Intrarenal artery superoxide is mainly NADPH oxidase-derived and modulates endothelium-dependent dilation in elderly patients

The present study was performed to investigate the contribution of NADPH oxidases (Nox) to superoxide formation in human renal proximal resistance arteries and to test whether superoxide formation contributes to acute vasoconstrictor responses and endothelium-dependent vasodilation in these vessels. Arcuate and proximal interlobular artery segments were from patients who underwent nephrectomy because of a renal tumour. Vessels were dissected from tumour-free parts of the kidneys. Additional intrarenal arteries were obtained from rats. Superoxide formation was measured by lucigenin-enhanced chemiluminescence, expression of Nox isoforms was analysed by RT-PCR, and functional studies were performed by small vessel wire myography.

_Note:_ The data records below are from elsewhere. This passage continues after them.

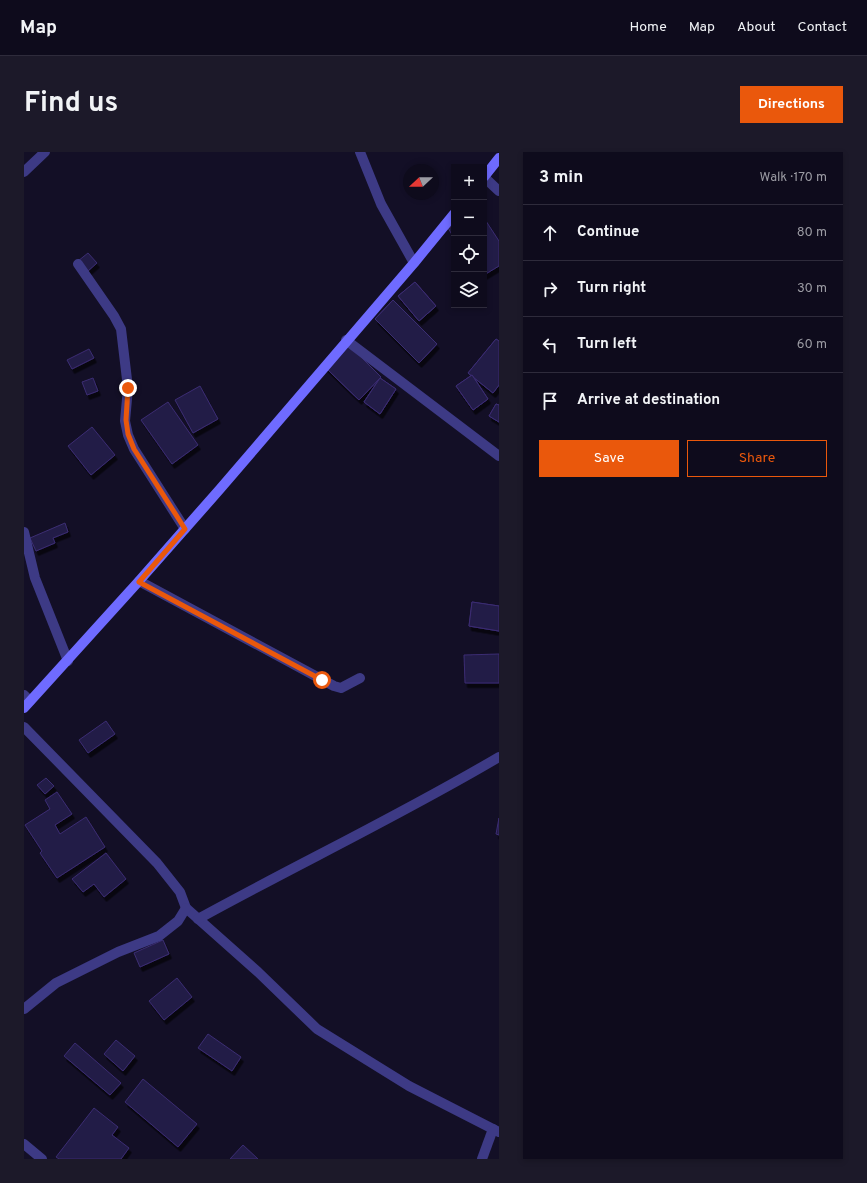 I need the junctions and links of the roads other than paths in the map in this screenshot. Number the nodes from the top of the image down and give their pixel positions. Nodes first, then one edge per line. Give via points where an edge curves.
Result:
1 (45, 152) edge
2 (360, 152) edge
3 (499, 158) edge
4 (24, 172) edge
5 (487, 173) edge
6 (487, 180) edge
7 (499, 191) edge
8 (451, 218) edge
9 (414, 263) junction
10 (78, 264) dead end
11 (346, 340) junction
12 (499, 456) edge
13 (185, 529) junction
14 (24, 532) edge
15 (139, 582) junction
16 (68, 660) junction
17 (360, 678) dead end
18 (26, 702) edge
19 (24, 727) edge
20 (499, 758) edge
21 (186, 908) junction
22 (198, 919) junction
23 (24, 1009) edge
24 (496, 1130) edge
25 (24, 1144) edge
26 (42, 1159) edge
27 (482, 1159) edge

1 - 4 street
2 - 9 street via 382,204
3 - 5 street
6 - 7 street
8 - 9 street
9 - 11 street
10 - 13 street via 121,329 128,388 126,420 130,440
11 - 12 street
11 - 13 street
13 - 15 street
14 - 16 street via 35,578
15 - 16 street
15 - 17 street via 334,686 341,688
16 - 18 street
19 - 21 street via 157,862 180,892
20 - 22 street
21 - 22 street
21 - 23 street via 178,921 159,936 118,952 56,983
22 - 24 street via 317,1029 409,1086
24 - 27 street
25 - 26 street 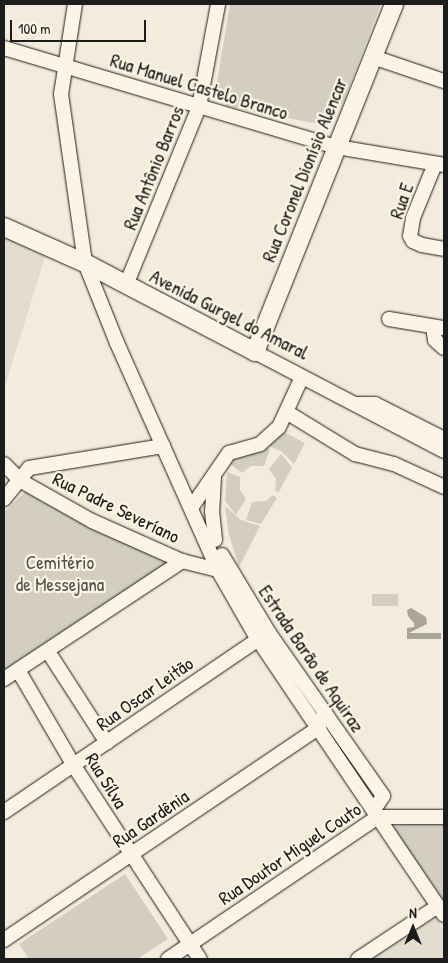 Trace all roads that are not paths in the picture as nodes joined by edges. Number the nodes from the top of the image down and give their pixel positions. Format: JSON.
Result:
{"nodes":[{"id":1,"x":75,"y":4,"type":"edge"},
{"id":2,"x":218,"y":4,"type":"edge"},
{"id":3,"x":394,"y":4,"type":"edge"},
{"id":4,"x":4,"y":48,"type":"edge"},
{"id":5,"x":373,"y":57,"type":"junction"},
{"id":6,"x":64,"y":66,"type":"junction"},
{"id":7,"x":444,"y":82,"type":"edge"},
{"id":8,"x":199,"y":107,"type":"junction"},
{"id":9,"x":337,"y":147,"type":"junction"},
{"id":10,"x":440,"y":165,"type":"edge"},
{"id":11,"x":4,"y":227,"type":"edge"},
{"id":12,"x":444,"y":249,"type":"edge"},
{"id":13,"x":85,"y":263,"type":"junction"},
{"id":14,"x":126,"y":286,"type":"junction"},
{"id":15,"x":389,"y":319,"type":"dead end"},
{"id":16,"x":439,"y":328,"type":"edge"},
{"id":17,"x":444,"y":348,"type":"edge"},
{"id":18,"x":255,"y":352,"type":"junction"},
{"id":19,"x":302,"y":377,"type":"junction"},
{"id":20,"x":355,"y":404,"type":"junction"},
{"id":21,"x":288,"y":414,"type":"junction"},
{"id":22,"x":444,"y":439,"type":"edge"},
{"id":23,"x":163,"y":446,"type":"junction"},
{"id":24,"x":444,"y":451,"type":"edge"},
{"id":25,"x":4,"y":464,"type":"edge"},
{"id":26,"x":214,"y":477,"type":"junction"},
{"id":27,"x":22,"y":481,"type":"junction"},
{"id":28,"x":444,"y":488,"type":"edge"},
{"id":29,"x":4,"y":500,"type":"edge"},
{"id":30,"x":191,"y":508,"type":"junction"},
{"id":31,"x":201,"y":530,"type":"junction"},
{"id":32,"x":215,"y":540,"type":"junction"},
{"id":33,"x":182,"y":561,"type":"junction"},
{"id":34,"x":218,"y":570,"type":"junction"},
{"id":35,"x":233,"y":586,"type":"junction"},
{"id":36,"x":263,"y":636,"type":"junction"},
{"id":37,"x":51,"y":656,"type":"dead end"},
{"id":38,"x":18,"y":670,"type":"junction"},
{"id":39,"x":299,"y":676,"type":"junction"},
{"id":40,"x":4,"y":679,"type":"edge"},
{"id":41,"x":294,"y":693,"type":"junction"},
{"id":42,"x":325,"y":713,"type":"junction"},
{"id":43,"x":318,"y":728,"type":"junction"},
{"id":44,"x":107,"y":743,"type":"junction"},
{"id":45,"x":74,"y":766,"type":"junction"},
{"id":46,"x":4,"y":812,"type":"edge"},
{"id":47,"x":376,"y":814,"type":"junction"},
{"id":48,"x":444,"y":817,"type":"edge"},
{"id":49,"x":131,"y":855,"type":"junction"},
{"id":50,"x":441,"y":910,"type":"edge"},
{"id":51,"x":4,"y":940,"type":"edge"},
{"id":52,"x":190,"y":945,"type":"junction"},
{"id":53,"x":168,"y":959,"type":"edge"},
{"id":54,"x":200,"y":959,"type":"edge"},
{"id":55,"x":358,"y":959,"type":"edge"}],
"edges":[{"from":1,"to":6,"type":"street","name":"Estrada Barão de Aquiraz"},
{"from":2,"to":8,"type":"street","name":"Rua Antônio Barros"},
{"from":3,"to":5,"type":"main road","name":"Rua Coronel Dionísio Alencar"},
{"from":4,"to":6,"type":"street","name":"Rua Manuel Castelo Branco"},
{"from":5,"to":7,"type":"street"},
{"from":5,"to":9,"type":"main road","name":"Rua Coronel Dionísio Alencar"},
{"from":6,"to":8,"type":"street","name":"Rua Manuel Castelo Branco"},
{"from":6,"to":13,"type":"street","name":"Estrada Barão de Aquiraz"},
{"from":8,"to":9,"type":"street","name":"Rua Manuel Castelo Branco"},
{"from":8,"to":14,"type":"street","name":"Rua Antônio Barros"},
{"from":9,"to":10,"type":"street","name":"Rua Manuel Castelo Branco"},
{"from":9,"to":18,"type":"main road","name":"Rua Coronel Dionísio Alencar"},
{"from":10,"to":12,"type":"street","name":"Rua E"},
{"from":11,"to":13,"type":"main road","name":"Avenida Gurgel do Amaral"},
{"from":13,"to":14,"type":"main road","name":"Avenida Gurgel do Amaral"},
{"from":13,"to":23,"type":"street","name":"Estrada Barão de Aquiraz"},
{"from":14,"to":18,"type":"main road","name":"Avenida Gurgel do Amaral"},
{"from":15,"to":16,"type":"street"},
{"from":16,"to":17,"type":"street"},
{"from":18,"to":19,"type":"street","name":"Avenida Gurgel do Amaral"},
{"from":19,"to":20,"type":"street","name":"Avenida Gurgel do Amaral"},
{"from":19,"to":21,"type":"street"},
{"from":20,"to":22,"type":"street","name":"Avenida Gurgel do Amaral"},
{"from":20,"to":24,"type":"street","name":"Avenida Gurgel do Amaral"},
{"from":21,"to":26,"type":"street"},
{"from":21,"to":28,"type":"street"},
{"from":23,"to":27,"type":"street"},
{"from":23,"to":30,"type":"street","name":"Estrada Barão de Aquiraz"},
{"from":25,"to":27,"type":"street","name":"Rua Padre Severíano"},
{"from":26,"to":30,"type":"street"},
{"from":26,"to":32,"type":"street"},
{"from":27,"to":29,"type":"street"},
{"from":27,"to":33,"type":"street","name":"Rua Padre Severíano"},
{"from":30,"to":31,"type":"street","name":"Estrada Barão de Aquiraz"},
{"from":31,"to":32,"type":"street","name":"Estrada Barão de Aquiraz"},
{"from":31,"to":34,"type":"street","name":"Estrada Barão de Aquiraz"},
{"from":32,"to":35,"type":"street","name":"Estrada Barão de Aquiraz"},
{"from":33,"to":34,"type":"street","name":"Rua Padre Severíano"},
{"from":33,"to":38,"type":"street"},
{"from":34,"to":35,"type":"street","name":"Estrada Barão de Aquiraz"},
{"from":35,"to":36,"type":"street","name":"Estrada Barão de Aquiraz"},
{"from":36,"to":39,"type":"street","name":"Estrada Barão de Aquiraz"},
{"from":36,"to":41,"type":"street","name":"Estrada Barão de Aquiraz"},
{"from":36,"to":44,"type":"street","name":"Rua Oscar Leitão"},
{"from":37,"to":44,"type":"street"},
{"from":38,"to":40,"type":"street"},
{"from":38,"to":45,"type":"street","name":"Rua Sílva"},
{"from":39,"to":41,"type":"street"},
{"from":39,"to":42,"type":"street","name":"Estrada Barão de Aquiraz"},
{"from":41,"to":43,"type":"street","name":"Estrada Barão de Aquiraz"},
{"from":42,"to":43,"type":"street"},
{"from":42,"to":47,"type":"street","name":"Estrada Barão de Aquiraz"},
{"from":43,"to":47,"type":"street","name":"Estrada Barão de Aquiraz"},
{"from":43,"to":49,"type":"street","name":"Rua Gardênia"},
{"from":44,"to":45,"type":"street","name":"Rua Oscar Leitão"},
{"from":45,"to":46,"type":"street","name":"Rua Oscar Leitão"},
{"from":45,"to":49,"type":"street","name":"Rua Sílva"},
{"from":47,"to":48,"type":"street","name":"Rua Doutor Miguel Couto"},
{"from":47,"to":50,"type":"street","name":"Estrada Barão de Aquiraz"},
{"from":47,"to":52,"type":"street","name":"Rua Doutor Miguel Couto"},
{"from":49,"to":51,"type":"street","name":"Rua Gardênia"},
{"from":49,"to":52,"type":"street","name":"Rua Sílva"},
{"from":50,"to":55,"type":"street"},
{"from":52,"to":53,"type":"street","name":"Rua Doutor Miguel Couto"},
{"from":52,"to":54,"type":"street","name":"Rua Sílva"}]}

Sixty per cent of superoxide formation in human arcuate and proximal interlobular arteries was due to Nox activity. mRNA expression analyses revealed the presence of Nox2 and Nox4 but not Nox1. Phenylephrine and endothelin-1 induced powerful concentration-dependent vasoconstrictions that were unaffected by superoxide scavengers. Vasopressin elicited small and variable vasoconstrictions with signs of tachyphylaxis. Endothelium-dependent vasodilation was blunted by tiron and N omega-nitro-l-arginine methyl ester but not by superoxide dismutase or catalase. Exogenous hydrogen peroxide elicited vasoconstriction. Nox activity is the major source of superoxide formation in renal proximal resistance arteries from elderly patients. Acute vasoconstrictor responses to alpha(1)-adrenoreceptor activation and to endothelin-1 do not depend on superoxide formation, while endothelium-dependent vasodilation in intrarenal arteries is reactive oxygen species-dependent.